I made some adjustments just for fun and it sounded a lot more natural. The vocals are still buried but it wasn't as muddy. Give it a shot...
 
hey.. im 15.. first try...

need monitors still...

but working on it..

everything ran into a BR-864
seperate tracks..
 
Ah shoot... sorry dude. Just trying to give you some specifics to help to out. You're 15 getting paid for mixes? not too shabby...
 
what should i get to fix those problems

i got a behri mixer going into a BR-864 i got all nice mics.. but just the whole process needs to be redone...
 
Checked out your myspace... shows in the basement, recording, promotion. Seems like you got a lot of things going on for 15.

Ok, sometimes you just have to do the best you can with what you have. I don't know everything you are trying to accomplish but I can say that when I started out the best thing i ever bought to improve my mixes was a pair of studio monitors. They help for tracking, mixing, quick mastering. Just to listen to something that isn't muddied by bad heaphones (or those boomboxes with crazy eq presets) can really help.

I do have to warn you that all of this is an addiction and every cent you earn from now till you get married will be blown on equipment, software, books etc.
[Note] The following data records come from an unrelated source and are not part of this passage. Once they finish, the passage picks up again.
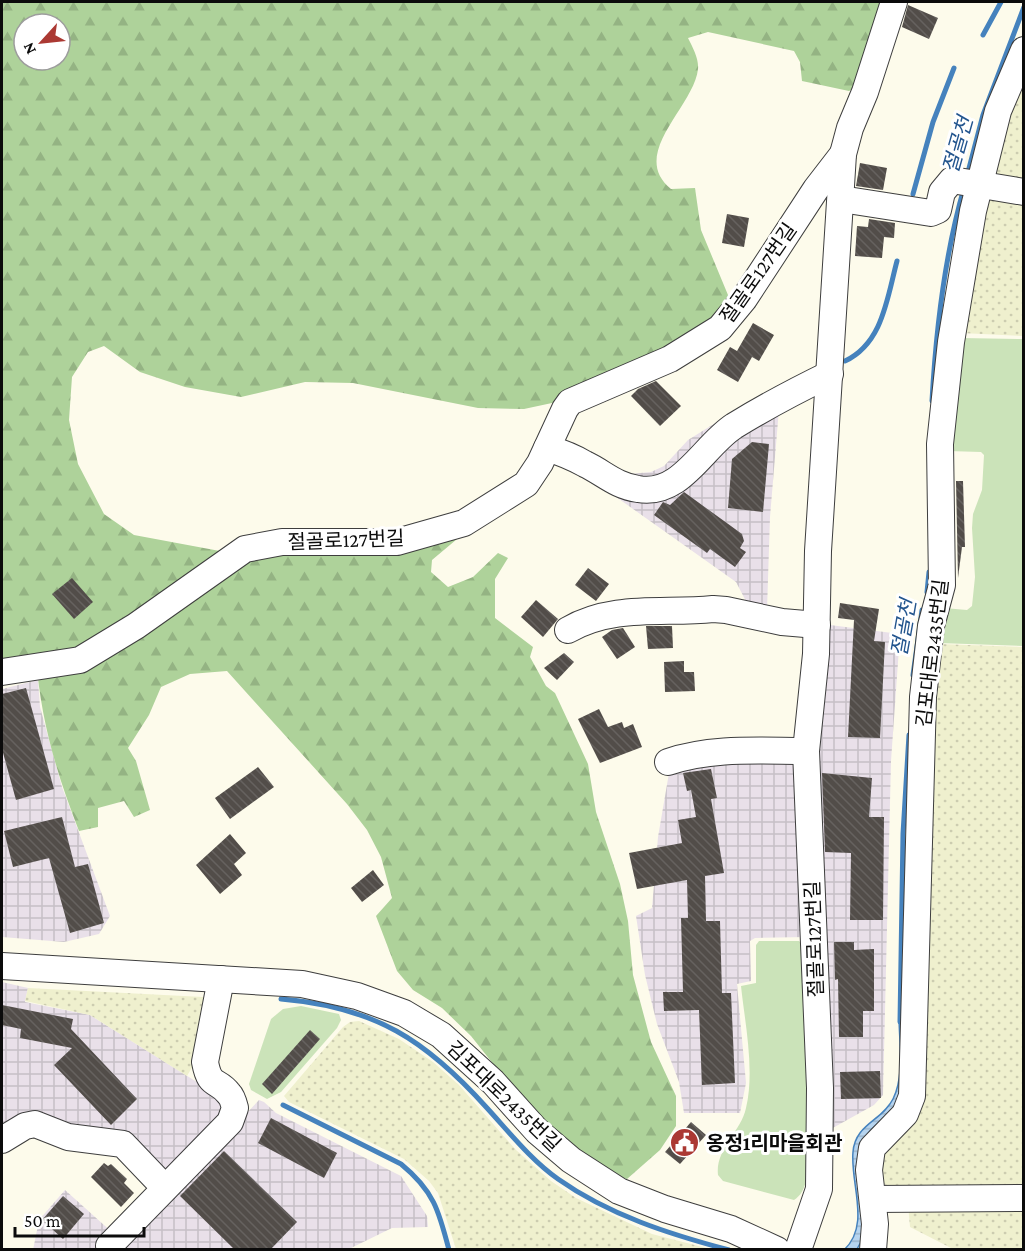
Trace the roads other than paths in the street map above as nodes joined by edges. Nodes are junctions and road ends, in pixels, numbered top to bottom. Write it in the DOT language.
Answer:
graph roads {
  1 [pos="894,2"];
  2 [pos="1023,50"];
  3 [pos="843,154"];
  4 [pos="970,183"];
  5 [pos="1023,192"];
  6 [pos="841,199"];
  7 [pos="830,374"];
  8 [pos="547,448"];
  9 [pos="817,625"];
  10 [pos="568,630"];
  11 [pos="2,672"];
  12 [pos="806,750"];
  13 [pos="668,762"];
  14 [pos="2,966"];
  15 [pos="221,979"];
  16 [pos="2,1140"];
  17 [pos="165,1188"];
  18 [pos="1023,1198"];
  19 [pos="873,1199"];
  20 [pos="109,1246"];
  21 [pos="777,1250"];
  22 [pos="798,1250"];
  23 [pos="873,1250"];
  1 -- 3 [label="street, 절골로127번길"];
  2 -- 4 [label="street, 김포대로2435번길"];
  3 -- 6 [label="street, 절골로127번길"];
  3 -- 8 [label="street, 절골로127번길"];
  4 -- 5 [label="street"];
  4 -- 6 [label="street"];
  4 -- 19 [label="street, 김포대로2435번길"];
  6 -- 7 [label="street, 절골로127번길"];
  7 -- 8 [label="street"];
  7 -- 9 [label="street, 절골로127번길"];
  8 -- 11 [label="street, 절골로127번길"];
  9 -- 10 [label="street"];
  9 -- 12 [label="street, 절골로127번길"];
  12 -- 13 [label="street"];
  12 -- 22 [label="street, 절골로127번길"];
  14 -- 15 [label="street, 김포대로2435번길"];
  15 -- 17 [label="street"];
  15 -- 21 [label="street, 김포대로2435번길"];
  16 -- 17 [label="street"];
  17 -- 20 [label="street"];
  18 -- 19 [label="street"];
  19 -- 23 [label="street, 김포대로2435번길"];
}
So tomorrow you get some monitors, for your birthday you get a condenser mic, then you save for a preamp... it never ends.
 
Hey. Yeah, to get rid of the muddy, try to make sure that the spectrum looks *roughly equal throughout the entire range. This will probably mean that you need to boost the highs on the SNARE and cymbals and highhats. Also find the muddy frequencies on each instrument separately and cut them out via eq. Usually you will find the mud to be somewhere between 200Hz and 1000Hz. Make sure you (for the most part) only have one instrument dominating a particular range of frequencies. Bass drum should be at the extremely low end, then bass, then vocals, then guitar/horns etc...Also, the song gets extremely loud at the beginning and gets clipped. If you reduce the conflict between these instruments for the mid-range, I think that will mostly solve itself.